A single figure is the whole answer: the number of lines in the records that contain "dead".

(Provided information Opens)

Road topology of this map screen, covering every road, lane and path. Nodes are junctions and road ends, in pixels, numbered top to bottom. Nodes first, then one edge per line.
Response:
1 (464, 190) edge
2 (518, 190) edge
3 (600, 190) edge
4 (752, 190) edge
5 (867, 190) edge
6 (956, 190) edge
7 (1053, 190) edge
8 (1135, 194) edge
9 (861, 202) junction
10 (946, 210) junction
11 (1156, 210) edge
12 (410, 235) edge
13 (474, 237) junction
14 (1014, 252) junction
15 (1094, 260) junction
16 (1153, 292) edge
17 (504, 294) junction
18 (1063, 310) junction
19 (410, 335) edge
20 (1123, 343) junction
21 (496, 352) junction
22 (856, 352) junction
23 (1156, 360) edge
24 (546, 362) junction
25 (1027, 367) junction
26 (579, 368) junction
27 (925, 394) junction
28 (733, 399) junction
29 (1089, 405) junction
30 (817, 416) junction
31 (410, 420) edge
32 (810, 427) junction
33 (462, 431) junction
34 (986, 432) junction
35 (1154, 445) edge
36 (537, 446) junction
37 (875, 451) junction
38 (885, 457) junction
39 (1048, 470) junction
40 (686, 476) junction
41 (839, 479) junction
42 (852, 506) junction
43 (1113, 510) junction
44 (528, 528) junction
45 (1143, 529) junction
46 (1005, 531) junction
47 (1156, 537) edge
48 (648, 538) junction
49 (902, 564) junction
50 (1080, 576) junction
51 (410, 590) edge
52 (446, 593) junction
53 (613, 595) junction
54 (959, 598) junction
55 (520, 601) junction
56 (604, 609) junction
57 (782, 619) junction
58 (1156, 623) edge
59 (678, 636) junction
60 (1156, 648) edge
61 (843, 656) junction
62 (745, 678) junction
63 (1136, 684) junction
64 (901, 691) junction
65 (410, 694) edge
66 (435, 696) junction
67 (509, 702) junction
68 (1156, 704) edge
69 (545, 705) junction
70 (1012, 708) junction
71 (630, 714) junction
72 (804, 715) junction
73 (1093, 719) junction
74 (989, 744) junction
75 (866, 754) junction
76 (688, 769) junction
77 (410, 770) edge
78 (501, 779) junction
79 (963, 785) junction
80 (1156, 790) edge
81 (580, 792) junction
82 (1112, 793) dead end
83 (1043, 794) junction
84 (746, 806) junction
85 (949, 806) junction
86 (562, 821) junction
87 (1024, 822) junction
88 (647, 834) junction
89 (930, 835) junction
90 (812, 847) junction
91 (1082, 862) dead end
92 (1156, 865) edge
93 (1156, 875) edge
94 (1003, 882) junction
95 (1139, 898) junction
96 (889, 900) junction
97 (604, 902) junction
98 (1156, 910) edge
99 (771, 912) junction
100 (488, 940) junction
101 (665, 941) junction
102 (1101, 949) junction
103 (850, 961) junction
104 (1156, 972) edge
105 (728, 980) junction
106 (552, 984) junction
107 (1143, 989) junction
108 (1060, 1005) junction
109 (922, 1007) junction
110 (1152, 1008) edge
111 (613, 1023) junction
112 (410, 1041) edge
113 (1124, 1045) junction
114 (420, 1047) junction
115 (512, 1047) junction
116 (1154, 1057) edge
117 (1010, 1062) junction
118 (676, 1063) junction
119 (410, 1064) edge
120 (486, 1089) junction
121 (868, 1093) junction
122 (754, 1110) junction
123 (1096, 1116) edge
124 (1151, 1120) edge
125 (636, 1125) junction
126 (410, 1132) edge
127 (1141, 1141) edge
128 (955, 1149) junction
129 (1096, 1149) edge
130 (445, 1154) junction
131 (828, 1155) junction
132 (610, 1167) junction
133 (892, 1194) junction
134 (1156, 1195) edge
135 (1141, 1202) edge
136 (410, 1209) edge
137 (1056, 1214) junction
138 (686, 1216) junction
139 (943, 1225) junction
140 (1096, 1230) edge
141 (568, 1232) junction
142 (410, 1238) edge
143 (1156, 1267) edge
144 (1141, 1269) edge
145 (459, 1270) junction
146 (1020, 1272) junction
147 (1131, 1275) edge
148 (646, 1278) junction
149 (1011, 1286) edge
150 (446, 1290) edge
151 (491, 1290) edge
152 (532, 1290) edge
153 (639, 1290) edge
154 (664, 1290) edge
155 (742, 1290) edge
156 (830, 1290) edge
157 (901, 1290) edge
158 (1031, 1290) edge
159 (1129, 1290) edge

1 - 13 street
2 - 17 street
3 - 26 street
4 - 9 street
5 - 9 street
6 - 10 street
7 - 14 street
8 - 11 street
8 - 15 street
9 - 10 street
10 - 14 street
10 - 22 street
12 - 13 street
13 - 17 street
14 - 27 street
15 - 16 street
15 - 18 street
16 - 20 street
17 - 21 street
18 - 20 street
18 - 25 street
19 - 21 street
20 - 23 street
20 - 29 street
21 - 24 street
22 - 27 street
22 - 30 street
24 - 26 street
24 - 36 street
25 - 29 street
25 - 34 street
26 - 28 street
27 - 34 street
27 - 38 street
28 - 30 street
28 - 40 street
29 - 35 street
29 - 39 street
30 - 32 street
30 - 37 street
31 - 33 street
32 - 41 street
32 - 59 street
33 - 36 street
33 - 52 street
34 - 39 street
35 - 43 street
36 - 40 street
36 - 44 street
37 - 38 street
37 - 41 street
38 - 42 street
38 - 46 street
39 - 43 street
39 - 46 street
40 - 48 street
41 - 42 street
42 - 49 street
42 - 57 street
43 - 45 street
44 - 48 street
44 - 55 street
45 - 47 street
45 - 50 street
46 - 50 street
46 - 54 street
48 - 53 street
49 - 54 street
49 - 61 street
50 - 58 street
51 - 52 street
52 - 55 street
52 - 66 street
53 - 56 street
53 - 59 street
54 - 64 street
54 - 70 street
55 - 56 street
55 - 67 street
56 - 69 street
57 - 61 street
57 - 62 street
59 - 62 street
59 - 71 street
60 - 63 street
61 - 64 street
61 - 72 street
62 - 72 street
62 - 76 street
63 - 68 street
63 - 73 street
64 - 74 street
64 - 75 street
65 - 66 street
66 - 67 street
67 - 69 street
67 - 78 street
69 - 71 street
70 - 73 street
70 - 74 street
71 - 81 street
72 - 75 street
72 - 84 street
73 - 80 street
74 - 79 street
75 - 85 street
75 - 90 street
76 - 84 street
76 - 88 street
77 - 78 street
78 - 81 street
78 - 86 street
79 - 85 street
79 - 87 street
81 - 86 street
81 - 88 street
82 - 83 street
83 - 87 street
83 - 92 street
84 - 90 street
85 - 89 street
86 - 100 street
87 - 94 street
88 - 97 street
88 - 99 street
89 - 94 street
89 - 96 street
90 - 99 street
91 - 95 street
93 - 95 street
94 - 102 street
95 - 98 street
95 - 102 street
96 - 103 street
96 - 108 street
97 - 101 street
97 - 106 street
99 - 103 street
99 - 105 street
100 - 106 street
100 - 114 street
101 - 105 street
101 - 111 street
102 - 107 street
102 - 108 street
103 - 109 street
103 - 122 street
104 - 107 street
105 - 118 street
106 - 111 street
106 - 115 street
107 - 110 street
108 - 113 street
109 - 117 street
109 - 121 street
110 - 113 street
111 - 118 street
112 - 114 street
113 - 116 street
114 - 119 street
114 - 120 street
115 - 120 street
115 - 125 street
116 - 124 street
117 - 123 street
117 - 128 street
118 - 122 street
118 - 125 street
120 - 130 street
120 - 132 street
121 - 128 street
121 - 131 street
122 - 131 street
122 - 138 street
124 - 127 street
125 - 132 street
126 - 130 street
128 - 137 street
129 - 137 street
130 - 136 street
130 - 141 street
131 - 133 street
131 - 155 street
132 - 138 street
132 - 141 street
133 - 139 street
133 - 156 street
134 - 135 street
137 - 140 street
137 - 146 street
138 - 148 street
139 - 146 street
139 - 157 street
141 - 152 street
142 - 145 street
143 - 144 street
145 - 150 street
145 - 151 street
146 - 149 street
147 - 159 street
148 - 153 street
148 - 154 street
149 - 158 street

(Provided information Closes)

• [Result of this task]:
2